We heard tales of corrupt mukhiyas shying away from meetings, of village men and women who gathered for the occasion with no idea of what it was all about. But remember, it was the first state wide gathering of its kind – a new beginning of what seems like a direct road to self-government.
Chief Minister Nitish Kumar attended a gram Sabha too as an observer, and invoked the ancient republican past of Vaishali at Bishenpur Basant village in Vaishali district. As I turn the pages of historian K P Jaiswal’s ‘Hindu Polity’, it is indeed amazing how enduring Vaishali and other republics of the past were, and perhaps as important, how numerous these republics were in times now conveniently forgotten. Isn’t it strange how we Biharis tend to boast of our Mauryan Empire and suppress perhaps the nobler memory of our ancient republics, where people gathered in the manner of gramsabhas and argued and bargained endlessly?
Just as so many of us seem to forget our past and present and begin to admire Narendra Modi and Nitish simultaneously with no inclination or ability to distinguish between the two – the iron-fisted authoritarian impulse of Gujarat’s Modi [not our own Sushil Modi, who is also fast acquiring a national stature] and an essentially democratic agenda of Nitish, bent on taking political power to every doorstep, even if he can’t deliver electrical power to the villages on immediate basis.
I know what the mischievous and cynical interpretations to the above lines may be – that I am using my editorial prerogative to support Nitish’s prime ministerial candidacy. I am not. Quite simply, because I feel that the democratic experiment being carried out in Bihar is epoch making and more momentous than the presidentship of US, PM-ship of India or the presidentship of the World Bank.
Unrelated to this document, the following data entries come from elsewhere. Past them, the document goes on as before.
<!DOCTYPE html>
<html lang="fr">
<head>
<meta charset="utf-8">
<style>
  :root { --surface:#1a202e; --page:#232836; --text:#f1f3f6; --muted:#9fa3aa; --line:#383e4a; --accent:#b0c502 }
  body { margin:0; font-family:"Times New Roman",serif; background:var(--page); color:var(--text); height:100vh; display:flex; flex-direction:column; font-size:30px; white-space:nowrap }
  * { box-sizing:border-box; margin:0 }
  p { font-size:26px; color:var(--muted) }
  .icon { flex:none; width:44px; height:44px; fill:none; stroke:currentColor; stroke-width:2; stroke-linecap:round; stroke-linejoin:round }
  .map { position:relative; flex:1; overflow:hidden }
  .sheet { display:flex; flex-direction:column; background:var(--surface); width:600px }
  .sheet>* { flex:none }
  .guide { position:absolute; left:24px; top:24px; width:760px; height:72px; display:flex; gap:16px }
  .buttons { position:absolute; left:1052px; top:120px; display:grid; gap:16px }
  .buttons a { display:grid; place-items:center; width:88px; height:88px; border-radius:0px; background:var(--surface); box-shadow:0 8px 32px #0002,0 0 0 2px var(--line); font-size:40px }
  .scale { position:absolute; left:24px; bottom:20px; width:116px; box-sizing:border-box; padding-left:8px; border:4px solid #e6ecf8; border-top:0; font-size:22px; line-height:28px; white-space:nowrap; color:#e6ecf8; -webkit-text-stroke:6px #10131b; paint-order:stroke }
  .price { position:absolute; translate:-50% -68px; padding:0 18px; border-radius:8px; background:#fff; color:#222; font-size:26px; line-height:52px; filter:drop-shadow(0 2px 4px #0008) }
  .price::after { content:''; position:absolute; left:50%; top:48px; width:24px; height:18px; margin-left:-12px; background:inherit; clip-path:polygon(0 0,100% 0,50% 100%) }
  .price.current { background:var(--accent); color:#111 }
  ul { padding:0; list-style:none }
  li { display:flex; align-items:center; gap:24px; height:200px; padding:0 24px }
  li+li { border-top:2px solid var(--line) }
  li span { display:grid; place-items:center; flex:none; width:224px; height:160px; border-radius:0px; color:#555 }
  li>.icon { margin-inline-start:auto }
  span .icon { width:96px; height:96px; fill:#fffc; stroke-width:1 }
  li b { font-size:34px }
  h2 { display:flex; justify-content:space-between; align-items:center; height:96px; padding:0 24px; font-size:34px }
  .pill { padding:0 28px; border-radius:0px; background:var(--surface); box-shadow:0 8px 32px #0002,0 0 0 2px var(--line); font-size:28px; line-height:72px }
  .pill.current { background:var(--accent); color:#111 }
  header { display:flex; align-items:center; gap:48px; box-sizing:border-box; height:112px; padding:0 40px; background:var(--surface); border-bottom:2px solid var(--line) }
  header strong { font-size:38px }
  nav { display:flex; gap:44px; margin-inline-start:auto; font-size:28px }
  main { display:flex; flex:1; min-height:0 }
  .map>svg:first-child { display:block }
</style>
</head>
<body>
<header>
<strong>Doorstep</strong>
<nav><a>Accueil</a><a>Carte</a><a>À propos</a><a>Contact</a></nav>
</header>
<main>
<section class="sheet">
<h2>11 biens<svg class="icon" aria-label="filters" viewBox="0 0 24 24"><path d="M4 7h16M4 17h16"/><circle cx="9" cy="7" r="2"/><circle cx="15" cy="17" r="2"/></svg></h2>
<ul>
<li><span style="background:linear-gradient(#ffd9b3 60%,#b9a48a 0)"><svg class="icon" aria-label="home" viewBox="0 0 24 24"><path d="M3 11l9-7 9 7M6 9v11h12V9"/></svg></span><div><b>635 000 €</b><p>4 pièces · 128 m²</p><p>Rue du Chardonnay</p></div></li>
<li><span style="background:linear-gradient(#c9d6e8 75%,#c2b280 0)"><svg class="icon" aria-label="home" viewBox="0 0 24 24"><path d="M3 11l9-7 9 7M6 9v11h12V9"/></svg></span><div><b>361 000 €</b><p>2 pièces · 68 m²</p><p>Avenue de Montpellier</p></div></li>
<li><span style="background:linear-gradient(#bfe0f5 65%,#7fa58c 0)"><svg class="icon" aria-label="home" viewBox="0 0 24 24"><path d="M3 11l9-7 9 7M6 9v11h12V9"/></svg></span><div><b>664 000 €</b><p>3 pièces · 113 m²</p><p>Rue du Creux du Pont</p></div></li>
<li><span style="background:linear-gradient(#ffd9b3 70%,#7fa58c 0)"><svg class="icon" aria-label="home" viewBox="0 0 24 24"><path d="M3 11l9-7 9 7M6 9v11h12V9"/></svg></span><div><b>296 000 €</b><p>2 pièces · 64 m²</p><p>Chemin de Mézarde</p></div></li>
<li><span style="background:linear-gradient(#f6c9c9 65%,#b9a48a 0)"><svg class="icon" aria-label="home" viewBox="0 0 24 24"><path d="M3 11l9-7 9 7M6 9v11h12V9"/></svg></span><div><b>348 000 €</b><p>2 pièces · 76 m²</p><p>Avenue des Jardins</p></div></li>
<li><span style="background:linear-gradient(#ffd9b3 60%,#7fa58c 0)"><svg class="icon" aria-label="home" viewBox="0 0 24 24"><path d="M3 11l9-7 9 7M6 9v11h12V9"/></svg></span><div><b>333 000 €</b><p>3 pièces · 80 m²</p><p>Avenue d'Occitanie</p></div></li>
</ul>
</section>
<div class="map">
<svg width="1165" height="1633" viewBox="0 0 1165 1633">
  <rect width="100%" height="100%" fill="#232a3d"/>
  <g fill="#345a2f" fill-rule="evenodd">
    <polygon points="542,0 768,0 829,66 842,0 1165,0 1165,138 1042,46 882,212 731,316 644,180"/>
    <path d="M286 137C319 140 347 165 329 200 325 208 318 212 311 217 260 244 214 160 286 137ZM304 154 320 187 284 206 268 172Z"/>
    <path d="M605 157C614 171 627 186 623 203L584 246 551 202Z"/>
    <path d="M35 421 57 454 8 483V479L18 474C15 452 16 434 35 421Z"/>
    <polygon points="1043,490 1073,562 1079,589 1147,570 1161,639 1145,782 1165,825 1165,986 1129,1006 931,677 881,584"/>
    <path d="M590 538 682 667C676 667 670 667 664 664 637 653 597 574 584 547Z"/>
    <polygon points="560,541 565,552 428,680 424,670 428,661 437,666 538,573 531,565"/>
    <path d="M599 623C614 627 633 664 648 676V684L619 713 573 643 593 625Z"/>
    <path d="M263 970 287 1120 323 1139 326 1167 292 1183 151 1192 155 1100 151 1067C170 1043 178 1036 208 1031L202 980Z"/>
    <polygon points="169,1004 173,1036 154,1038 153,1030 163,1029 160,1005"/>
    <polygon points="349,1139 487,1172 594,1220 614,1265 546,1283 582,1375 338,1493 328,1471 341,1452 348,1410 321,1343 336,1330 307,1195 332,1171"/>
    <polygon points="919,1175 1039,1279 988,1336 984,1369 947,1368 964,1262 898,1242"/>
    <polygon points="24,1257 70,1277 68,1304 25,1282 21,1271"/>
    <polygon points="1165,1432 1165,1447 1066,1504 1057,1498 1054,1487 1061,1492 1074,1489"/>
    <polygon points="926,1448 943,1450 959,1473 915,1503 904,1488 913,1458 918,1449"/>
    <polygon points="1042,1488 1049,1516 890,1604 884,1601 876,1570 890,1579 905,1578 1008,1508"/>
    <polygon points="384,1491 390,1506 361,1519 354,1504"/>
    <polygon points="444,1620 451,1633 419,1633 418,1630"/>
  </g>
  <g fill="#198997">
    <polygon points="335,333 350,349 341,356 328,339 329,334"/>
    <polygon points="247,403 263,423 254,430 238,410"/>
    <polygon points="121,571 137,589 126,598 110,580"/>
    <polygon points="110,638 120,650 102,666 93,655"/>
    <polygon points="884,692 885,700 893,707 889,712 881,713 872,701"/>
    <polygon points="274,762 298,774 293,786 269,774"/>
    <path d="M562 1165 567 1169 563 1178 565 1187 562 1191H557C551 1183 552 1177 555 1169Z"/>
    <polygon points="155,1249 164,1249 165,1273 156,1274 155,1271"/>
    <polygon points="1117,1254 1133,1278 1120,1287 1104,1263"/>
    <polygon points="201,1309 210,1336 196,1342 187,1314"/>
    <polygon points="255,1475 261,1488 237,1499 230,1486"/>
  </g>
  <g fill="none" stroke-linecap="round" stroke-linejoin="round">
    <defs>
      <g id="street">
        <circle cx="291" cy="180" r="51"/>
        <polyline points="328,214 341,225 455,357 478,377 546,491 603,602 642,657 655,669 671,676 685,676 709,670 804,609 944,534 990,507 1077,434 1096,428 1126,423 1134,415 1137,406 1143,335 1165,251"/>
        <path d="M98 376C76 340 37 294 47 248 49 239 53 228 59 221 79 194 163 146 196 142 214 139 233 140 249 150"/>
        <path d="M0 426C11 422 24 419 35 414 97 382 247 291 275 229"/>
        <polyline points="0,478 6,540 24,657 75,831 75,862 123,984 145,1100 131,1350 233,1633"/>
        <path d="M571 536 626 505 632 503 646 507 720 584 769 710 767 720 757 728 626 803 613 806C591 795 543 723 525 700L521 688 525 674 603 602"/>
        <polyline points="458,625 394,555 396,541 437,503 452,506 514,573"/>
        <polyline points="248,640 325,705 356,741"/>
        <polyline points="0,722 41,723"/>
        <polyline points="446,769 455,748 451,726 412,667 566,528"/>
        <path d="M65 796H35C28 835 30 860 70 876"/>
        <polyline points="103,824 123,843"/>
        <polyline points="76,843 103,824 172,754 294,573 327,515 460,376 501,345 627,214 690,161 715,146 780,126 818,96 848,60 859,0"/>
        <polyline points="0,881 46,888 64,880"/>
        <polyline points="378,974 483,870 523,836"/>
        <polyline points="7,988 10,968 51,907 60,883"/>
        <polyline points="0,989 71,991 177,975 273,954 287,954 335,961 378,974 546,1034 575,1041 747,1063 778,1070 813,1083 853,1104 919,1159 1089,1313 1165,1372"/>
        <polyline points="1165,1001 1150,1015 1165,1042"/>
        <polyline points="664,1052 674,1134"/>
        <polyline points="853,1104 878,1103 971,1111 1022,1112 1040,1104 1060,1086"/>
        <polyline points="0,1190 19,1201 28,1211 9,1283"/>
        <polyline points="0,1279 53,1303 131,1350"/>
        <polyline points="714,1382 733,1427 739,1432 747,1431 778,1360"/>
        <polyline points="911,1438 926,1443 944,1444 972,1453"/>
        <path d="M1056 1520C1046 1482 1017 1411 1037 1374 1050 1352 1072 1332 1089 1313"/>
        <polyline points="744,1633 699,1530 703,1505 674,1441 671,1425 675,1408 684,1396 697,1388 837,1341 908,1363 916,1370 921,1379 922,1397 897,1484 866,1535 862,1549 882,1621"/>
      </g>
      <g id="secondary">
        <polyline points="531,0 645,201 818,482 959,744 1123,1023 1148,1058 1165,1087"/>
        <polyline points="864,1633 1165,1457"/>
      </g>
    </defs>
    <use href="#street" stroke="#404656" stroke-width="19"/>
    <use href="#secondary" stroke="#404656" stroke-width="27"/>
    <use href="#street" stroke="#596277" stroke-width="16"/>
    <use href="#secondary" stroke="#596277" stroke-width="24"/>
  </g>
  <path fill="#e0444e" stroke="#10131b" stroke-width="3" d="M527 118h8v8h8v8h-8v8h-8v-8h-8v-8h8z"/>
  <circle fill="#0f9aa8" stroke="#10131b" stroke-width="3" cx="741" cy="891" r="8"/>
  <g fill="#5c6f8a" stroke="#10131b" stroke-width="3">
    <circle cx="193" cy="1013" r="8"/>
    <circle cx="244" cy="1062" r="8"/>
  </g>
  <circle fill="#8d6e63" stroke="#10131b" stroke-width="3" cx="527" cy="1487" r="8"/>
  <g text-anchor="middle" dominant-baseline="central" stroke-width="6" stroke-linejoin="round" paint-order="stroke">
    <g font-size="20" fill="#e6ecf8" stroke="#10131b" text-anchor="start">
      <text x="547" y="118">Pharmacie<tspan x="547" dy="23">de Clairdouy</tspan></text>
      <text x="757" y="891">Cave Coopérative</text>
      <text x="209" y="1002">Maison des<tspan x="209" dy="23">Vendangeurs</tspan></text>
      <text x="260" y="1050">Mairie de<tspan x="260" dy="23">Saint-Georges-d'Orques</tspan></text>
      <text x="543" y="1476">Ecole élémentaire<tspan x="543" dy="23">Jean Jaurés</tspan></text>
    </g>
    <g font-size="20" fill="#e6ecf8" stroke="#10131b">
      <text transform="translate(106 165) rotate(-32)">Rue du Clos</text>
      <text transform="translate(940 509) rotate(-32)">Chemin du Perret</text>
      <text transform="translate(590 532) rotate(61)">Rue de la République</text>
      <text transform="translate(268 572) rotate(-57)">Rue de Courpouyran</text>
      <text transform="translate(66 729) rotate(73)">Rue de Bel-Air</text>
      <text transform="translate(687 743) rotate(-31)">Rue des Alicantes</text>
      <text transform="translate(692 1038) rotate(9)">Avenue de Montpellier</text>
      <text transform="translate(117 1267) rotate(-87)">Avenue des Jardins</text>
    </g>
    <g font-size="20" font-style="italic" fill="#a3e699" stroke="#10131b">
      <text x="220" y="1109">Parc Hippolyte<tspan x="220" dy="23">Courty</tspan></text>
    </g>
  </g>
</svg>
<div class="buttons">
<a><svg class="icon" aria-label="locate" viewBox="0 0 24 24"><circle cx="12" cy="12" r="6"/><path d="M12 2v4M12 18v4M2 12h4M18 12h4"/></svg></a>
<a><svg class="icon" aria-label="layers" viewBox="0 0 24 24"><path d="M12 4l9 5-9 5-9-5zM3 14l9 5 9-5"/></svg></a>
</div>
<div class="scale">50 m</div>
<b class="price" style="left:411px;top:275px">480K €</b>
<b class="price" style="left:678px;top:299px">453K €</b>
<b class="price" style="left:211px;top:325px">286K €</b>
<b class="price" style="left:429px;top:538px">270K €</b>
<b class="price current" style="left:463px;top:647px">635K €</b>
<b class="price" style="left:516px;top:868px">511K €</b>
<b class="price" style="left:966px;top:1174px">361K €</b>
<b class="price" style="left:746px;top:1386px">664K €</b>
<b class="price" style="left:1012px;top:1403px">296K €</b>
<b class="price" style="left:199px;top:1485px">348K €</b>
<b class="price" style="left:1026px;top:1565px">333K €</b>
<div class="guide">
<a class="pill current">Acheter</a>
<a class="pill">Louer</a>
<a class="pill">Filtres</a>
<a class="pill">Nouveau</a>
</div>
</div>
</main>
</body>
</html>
Just as epoch making as Vaishali or ancient Greece were/are and not Alexander the great, Changez Khan, Napoleon or Hitler! Bihar is turning in an accelerating manner from a global example of total human despair to an example of hope and improvement for humanity. If I was the CM of a place like Bihar in 2011 and was offered compulsory and unavoidable promotion, I would opt for the tourism ministry in Bihar [urban development is also quite fine with me] and start a trek across the unseen and unexposed parts of Bihar instead of salivating over Delhi. At any rate, I don’t understand the phrase ‘prime minister material’ that’s worrying Rahul Gandhi, Narendra Modi and LK Advani, and all other candidates on steroids who flex their muscles in front of their early morning mirrors every day. These days even Subramanyam Swami, sitting on top of a mound of secret files thinks he is PM material, as if the science and art of politics had turned into a Material Science B.E. curriculum!
Jokes and historical profundities apart, even if our panchayat experiment and experience is symbolized today by showy Scorpios of mukhiyas, non-existent hand pumps and stolen solar lights, let us look at what not too distant tomorrow will bring us. In effect, we are a step ahead of what Anna Hazare is preaching – choose the right candidate he says, while we are on our way to doing better and choosing our own schemes!
So the question is are we keeping track of changes around us to see with a full sense of responsibility that we are fast turning into the example to follow, instead of blindly chasing the latest flavour, the ‘item’ whether Munni or Sheela or the example of the day?